Naspers spokeswoman Meloy Horn told Reuters News Agency via phone conversation that “We are in discussions with MTN regarding a content supply agreement,”
It is still not clear whether MTN will be rolling out the service across Africa and other markets where it operates.
It would be recalled that last year, MTN Nigeria, the company’s unit in Africa’s largest economy had launched its digital mobile TV service in some markets outside Lagos, Nigeria’s commercial capital.
According to its plans when it launched the product, MTN said “only subscribers with data-enabled handsets and tablets will be eligible for this service.

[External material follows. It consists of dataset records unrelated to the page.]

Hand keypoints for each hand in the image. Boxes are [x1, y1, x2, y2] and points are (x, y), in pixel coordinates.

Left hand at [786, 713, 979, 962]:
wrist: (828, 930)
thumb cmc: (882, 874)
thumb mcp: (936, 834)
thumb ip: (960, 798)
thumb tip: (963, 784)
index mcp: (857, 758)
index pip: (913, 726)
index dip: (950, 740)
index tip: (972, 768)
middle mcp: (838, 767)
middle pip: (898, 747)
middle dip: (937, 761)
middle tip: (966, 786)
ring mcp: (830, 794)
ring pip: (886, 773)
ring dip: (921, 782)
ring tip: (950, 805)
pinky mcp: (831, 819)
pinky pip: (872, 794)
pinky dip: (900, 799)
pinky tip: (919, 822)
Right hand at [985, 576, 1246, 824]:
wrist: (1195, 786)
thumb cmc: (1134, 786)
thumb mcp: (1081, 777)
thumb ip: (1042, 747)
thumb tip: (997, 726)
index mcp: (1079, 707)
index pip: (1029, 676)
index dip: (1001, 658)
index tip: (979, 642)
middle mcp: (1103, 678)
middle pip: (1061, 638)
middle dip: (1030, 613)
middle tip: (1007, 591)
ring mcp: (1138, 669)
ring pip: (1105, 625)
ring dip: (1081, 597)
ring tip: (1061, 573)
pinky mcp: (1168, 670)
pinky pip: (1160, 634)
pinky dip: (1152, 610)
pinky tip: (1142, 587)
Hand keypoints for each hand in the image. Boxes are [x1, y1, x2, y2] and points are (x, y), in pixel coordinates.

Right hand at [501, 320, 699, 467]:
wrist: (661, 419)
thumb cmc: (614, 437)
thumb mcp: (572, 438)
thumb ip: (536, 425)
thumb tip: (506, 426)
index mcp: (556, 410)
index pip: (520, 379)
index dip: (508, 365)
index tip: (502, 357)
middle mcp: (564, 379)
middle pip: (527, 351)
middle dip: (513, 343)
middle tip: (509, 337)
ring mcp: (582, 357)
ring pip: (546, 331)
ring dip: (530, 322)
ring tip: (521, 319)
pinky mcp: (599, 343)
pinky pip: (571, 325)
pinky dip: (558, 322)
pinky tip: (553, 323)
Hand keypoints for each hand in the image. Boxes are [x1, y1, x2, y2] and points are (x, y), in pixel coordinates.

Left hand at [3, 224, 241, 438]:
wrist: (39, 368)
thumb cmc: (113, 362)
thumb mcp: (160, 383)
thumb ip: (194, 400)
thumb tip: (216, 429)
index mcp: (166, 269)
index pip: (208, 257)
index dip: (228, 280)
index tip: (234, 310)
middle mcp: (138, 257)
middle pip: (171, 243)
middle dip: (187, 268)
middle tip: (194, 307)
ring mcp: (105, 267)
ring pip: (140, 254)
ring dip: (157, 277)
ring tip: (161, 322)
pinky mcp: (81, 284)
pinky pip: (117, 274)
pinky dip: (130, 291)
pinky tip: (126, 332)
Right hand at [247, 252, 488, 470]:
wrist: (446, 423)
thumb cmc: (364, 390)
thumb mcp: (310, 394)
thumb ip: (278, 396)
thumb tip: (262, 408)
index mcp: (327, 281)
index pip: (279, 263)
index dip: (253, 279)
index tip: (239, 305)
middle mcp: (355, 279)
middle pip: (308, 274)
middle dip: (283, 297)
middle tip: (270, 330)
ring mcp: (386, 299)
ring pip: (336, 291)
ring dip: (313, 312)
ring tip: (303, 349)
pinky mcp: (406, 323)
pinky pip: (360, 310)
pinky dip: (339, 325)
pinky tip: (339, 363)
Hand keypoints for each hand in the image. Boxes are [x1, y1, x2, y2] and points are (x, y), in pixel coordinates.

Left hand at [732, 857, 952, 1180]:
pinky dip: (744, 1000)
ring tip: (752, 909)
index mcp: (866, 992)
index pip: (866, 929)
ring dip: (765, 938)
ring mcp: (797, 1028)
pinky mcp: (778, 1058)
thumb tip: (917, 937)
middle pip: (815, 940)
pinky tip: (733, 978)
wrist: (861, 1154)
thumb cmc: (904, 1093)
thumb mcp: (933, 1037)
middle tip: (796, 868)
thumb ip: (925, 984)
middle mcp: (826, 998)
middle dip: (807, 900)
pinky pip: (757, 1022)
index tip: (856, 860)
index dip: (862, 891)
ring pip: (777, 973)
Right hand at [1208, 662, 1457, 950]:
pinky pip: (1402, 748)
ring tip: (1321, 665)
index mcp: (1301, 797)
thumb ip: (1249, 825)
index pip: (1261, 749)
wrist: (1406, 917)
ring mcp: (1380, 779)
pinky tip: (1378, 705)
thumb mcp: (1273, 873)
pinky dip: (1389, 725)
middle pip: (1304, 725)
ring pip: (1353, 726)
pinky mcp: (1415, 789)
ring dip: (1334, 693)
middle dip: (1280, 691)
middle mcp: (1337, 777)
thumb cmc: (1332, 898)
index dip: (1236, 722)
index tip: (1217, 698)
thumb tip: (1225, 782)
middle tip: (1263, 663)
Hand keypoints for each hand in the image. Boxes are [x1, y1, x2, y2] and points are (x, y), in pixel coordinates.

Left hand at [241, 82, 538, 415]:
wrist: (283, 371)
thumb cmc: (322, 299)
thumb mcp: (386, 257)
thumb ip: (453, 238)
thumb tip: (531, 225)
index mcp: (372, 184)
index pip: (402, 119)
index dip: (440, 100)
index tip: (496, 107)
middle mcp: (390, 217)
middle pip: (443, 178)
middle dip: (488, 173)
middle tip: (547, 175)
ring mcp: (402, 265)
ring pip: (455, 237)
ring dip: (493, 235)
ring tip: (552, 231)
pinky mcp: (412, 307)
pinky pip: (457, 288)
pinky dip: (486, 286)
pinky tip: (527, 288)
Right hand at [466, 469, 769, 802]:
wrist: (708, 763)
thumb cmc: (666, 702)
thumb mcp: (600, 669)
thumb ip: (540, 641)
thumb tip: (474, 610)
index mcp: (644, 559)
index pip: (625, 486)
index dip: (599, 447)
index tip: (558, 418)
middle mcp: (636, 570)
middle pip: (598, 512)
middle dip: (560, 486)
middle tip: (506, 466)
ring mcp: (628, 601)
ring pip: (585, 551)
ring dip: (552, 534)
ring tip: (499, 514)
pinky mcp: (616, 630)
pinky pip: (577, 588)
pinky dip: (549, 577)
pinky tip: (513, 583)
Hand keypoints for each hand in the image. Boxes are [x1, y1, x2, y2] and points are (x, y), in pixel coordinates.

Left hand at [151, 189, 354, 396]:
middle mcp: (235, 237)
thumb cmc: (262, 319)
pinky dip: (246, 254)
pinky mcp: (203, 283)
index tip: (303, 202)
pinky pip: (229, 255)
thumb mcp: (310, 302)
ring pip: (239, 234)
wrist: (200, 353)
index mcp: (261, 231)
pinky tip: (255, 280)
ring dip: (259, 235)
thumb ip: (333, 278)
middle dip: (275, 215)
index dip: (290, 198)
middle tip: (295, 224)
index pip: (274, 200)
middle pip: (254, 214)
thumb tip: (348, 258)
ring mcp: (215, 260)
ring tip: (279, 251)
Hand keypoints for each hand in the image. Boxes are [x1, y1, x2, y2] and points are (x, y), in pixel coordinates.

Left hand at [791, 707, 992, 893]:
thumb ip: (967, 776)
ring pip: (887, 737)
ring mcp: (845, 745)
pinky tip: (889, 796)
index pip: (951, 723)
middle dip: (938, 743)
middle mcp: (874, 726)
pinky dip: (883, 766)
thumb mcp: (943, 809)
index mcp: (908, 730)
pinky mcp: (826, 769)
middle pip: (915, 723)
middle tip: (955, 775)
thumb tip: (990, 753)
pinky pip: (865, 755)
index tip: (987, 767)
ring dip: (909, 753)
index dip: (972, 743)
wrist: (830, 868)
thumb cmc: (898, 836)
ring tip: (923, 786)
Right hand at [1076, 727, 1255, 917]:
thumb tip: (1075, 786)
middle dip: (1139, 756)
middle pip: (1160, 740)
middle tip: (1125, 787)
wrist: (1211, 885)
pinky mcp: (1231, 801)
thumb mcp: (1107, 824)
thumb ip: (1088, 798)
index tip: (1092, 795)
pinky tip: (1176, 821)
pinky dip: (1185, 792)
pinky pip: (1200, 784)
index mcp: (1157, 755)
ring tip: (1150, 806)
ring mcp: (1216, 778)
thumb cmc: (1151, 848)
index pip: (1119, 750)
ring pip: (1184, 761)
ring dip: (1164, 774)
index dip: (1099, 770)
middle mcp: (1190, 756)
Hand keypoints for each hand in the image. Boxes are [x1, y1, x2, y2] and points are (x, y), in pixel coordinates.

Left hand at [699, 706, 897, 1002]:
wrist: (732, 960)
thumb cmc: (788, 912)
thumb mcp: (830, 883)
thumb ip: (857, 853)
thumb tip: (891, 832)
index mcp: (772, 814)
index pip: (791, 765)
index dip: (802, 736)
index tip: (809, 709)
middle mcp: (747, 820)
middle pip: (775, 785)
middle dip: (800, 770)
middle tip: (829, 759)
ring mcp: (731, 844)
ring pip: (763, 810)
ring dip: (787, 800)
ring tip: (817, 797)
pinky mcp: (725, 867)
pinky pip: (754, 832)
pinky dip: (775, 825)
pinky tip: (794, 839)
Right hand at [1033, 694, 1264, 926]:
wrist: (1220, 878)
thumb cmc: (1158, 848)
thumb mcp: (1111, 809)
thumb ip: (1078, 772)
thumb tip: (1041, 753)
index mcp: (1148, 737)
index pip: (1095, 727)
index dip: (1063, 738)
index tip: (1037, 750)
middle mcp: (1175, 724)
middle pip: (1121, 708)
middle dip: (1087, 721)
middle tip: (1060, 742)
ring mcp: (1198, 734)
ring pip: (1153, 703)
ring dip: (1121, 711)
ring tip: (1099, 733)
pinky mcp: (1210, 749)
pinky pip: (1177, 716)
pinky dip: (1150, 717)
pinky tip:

MTNN will allow eligible subscribers activate this capability using their WAP browser on their mobile device, by either accessing the Mobile TV packages via the MTN Play Portal, or by typing in the address of the MTN Mobile TV service of choice.
The service will provide target market designed, familiar/exclusive/popular/relevant bouquets from which the subscriber may choose from, and will give MTN customers a new “on-the-go” lifestyle experience. There will be no significant device restrictions or additional device requirements for the customer to enjoy the MTN Mobile TV service.”
It is not clear if MTN will be pushing a mobile-only approach with its partnership with Naspers. Naspers owns Multichoice the company that owns DSTV, a payTV unit company with about 11 million subscribers as at March.
The latest development might signal a change in strategy. It is also interesting to see how MTN would manage a conflict of interest with Naspers.
However, there are speculations that Naspers is looking at selling its payTV unit to MTN Group. This has not been substantiated by both companies. Naspers’ Multichoice has been having a problem increasing its user base in the face of rising costs of running its operations across Africa.
The company said in its last financial report that it is running all its African units except South Africa at a loss. The worst recession in the last 20 years in Nigeria, coupled with a Naira depreciation complicated the company’s problems in Nigeria. Subscriber base has reduced as a result of weak consumer spending. The plan to sell off its largest chunk might be a deleveraging move.
Naspers has not really made a success out of all its media and entertainment ventures. Its USD33 million investment in China’s Tencent has appreciated to USD100 billion in value. This single investment was what made Naspers the most valuable company in Africa and one of the most valuable in the world. The yearning to break free from the ‘Tencent-jinx’ is veryu compelling for a company that is very bullish but under pressure to break new grounds.